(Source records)
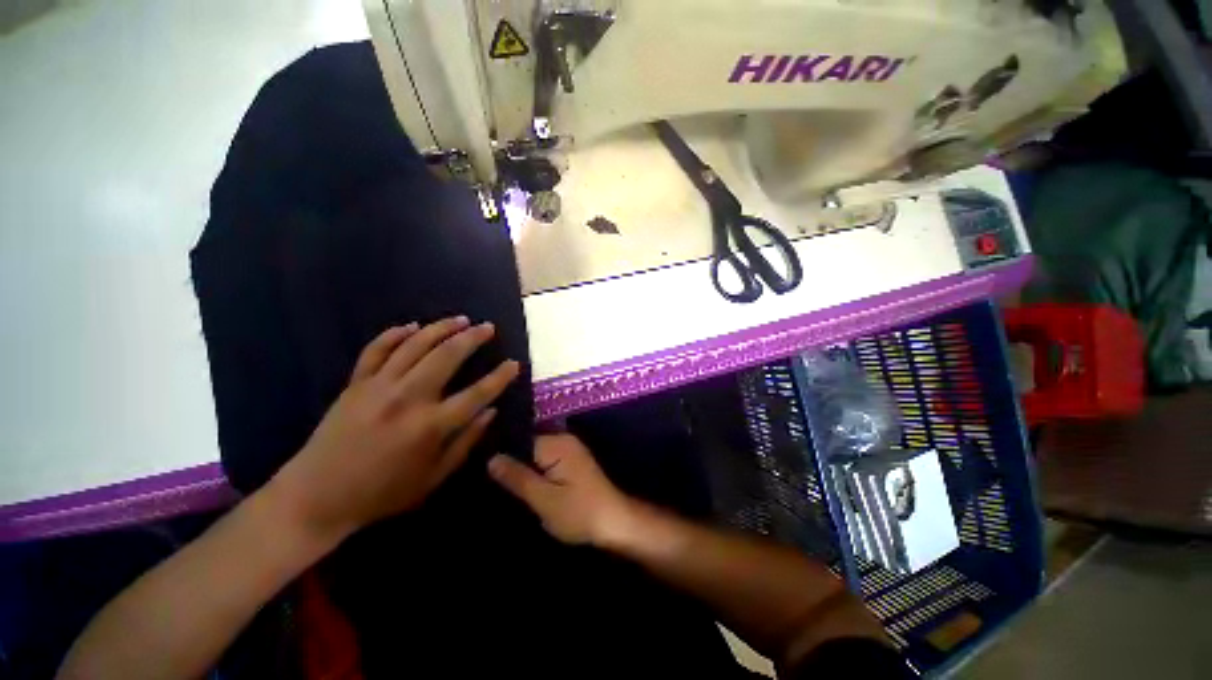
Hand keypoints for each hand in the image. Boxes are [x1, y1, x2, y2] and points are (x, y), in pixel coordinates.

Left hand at [269, 317, 520, 542]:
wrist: (316, 497)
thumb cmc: (383, 493)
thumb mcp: (434, 477)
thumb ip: (466, 442)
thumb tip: (491, 412)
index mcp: (431, 426)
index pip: (477, 393)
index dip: (500, 377)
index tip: (514, 363)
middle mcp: (408, 399)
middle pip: (447, 357)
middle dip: (472, 338)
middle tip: (488, 327)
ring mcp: (378, 387)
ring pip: (415, 345)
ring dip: (441, 328)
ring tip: (461, 319)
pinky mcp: (355, 383)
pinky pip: (376, 349)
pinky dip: (394, 334)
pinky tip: (412, 326)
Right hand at [488, 434, 634, 545]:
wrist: (614, 522)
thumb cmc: (578, 512)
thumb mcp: (543, 499)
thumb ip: (517, 477)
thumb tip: (492, 458)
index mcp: (556, 443)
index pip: (520, 439)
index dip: (502, 454)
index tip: (482, 468)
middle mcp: (563, 439)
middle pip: (528, 444)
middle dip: (512, 461)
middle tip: (489, 480)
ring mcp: (569, 449)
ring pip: (536, 453)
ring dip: (524, 468)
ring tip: (501, 484)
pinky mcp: (572, 461)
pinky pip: (546, 459)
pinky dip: (536, 471)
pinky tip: (524, 484)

— BRIEF —
For every line above that has "index" in it, copy the line.

— OUTPUT FOR THIS TASK —
index mcp: (431, 426)
index pip: (477, 393)
index dip: (500, 377)
index tip: (514, 363)
index mcp: (556, 443)
index pip: (520, 439)
index dip: (502, 454)
index tip: (482, 468)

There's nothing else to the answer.